Deshalb sollten die Erfahrungen mit den Veränderungen innerhalb der Krankenhäuser sowie im Austausch verschiedener Krankenhäuser untereinander bekanntgemacht werden, um so weitere Pflegefachkräfte zu motivieren, für ihre Bereiche geeignete Lösungen zu finden.

Es sei nochmals darauf hingewiesen, dass die Gründe für die Einführung anderer Arbeitszeiten im Pflegebereich von Krankenhaus zu Krankenhaus variieren. In den bisher vorliegenden Erfahrungsberichten der Krankenhäuser, die z. B. Kernarbeitszeitmodelle unterschiedlicher Ausprägung eingeführt haben, werden viele verschiedene, klinik- oder personenbezogene Gründe für die Einführung ihres alternativen Arbeitszeitmodells genannt. Wesentliche Rahmenbedingungen, die als Gründe für die Erprobung neuer Arbeitszeitmodelle genannt werden (6-Tage-Woche, sogenannte Schaukeldienste... Frühdienst, Spätdienst, Frühdienst..., das Fehlen von Zwischendiensten, Nachtdienste von zehn und mehr Stunden, starre Dienst- und Schichtzeiten), gibt es in den Berliner Krankenhäusern seit Jahren nicht mehr.

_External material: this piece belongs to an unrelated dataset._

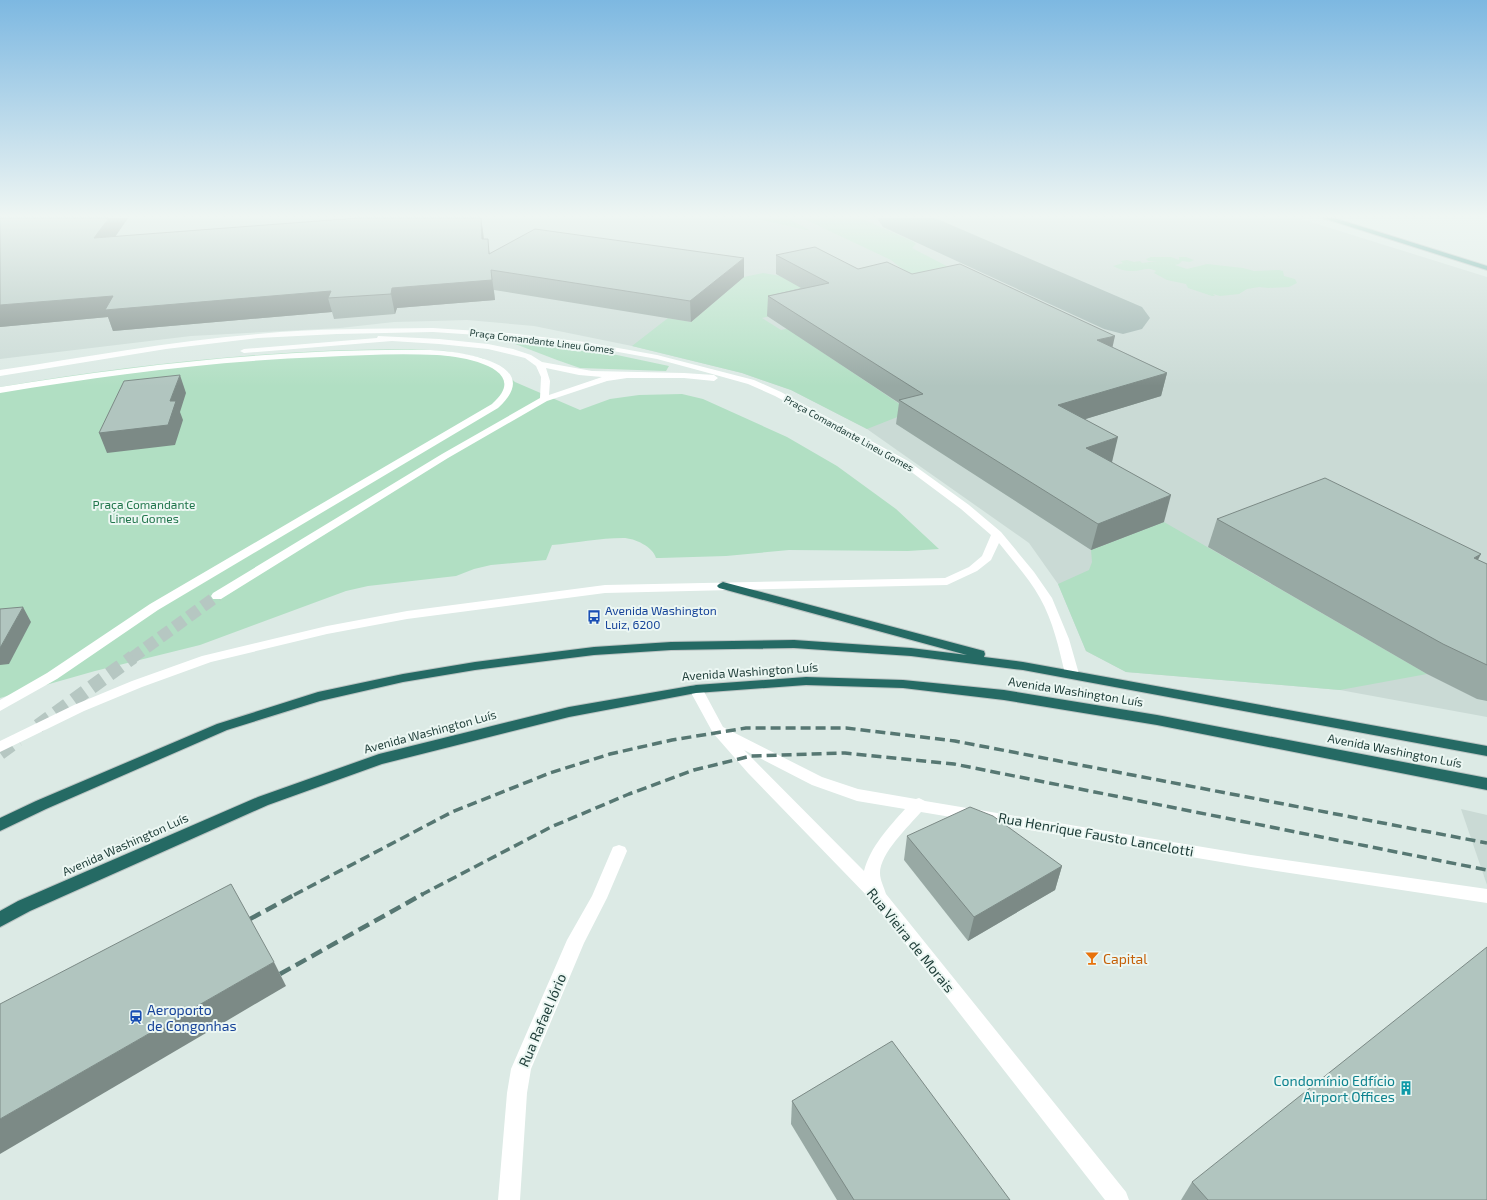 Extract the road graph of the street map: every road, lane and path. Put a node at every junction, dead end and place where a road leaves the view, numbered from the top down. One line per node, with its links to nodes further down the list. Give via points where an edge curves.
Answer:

Die Initiierung des kostenträchtigen Höchster-Dienstzeitmodells ist auf Grund der Haushaltslage des Landes Berlin und der Finanzsituation der Krankenkassen kein gangbarer Weg, positive Veränderungen in den Krankenhäusern zu erreichen.

Die Senatsverwaltung für Gesundheit und Soziales ist bestrebt, die aus der Vielzahl Berliner Projekte gemachten Erfahrungen einem großen Kreis von Betroffenen, d. h. einem großen Kreis von Pflegekräften, bekanntzumachen und sie zu ermutigen, nach Lösungen für ihre spezifischen Probleme zu suchen. Die Krankenhausleitungen müssen Initiativen ihrer Mitarbeiter aktiv unterstützen, da durch alternative Arbeitszeiten und neue Arbeitsorganisationen die Arbeitszufriedenheit der Mitarbeiter, die Versorgungsqualität für die Patienten und damit die Effektivität des einzelnen Krankenhauses und dessen Attraktivität gefördert und gesichert werden können.

Wir bitten, den Beschluß damit als erledigt anzusehen.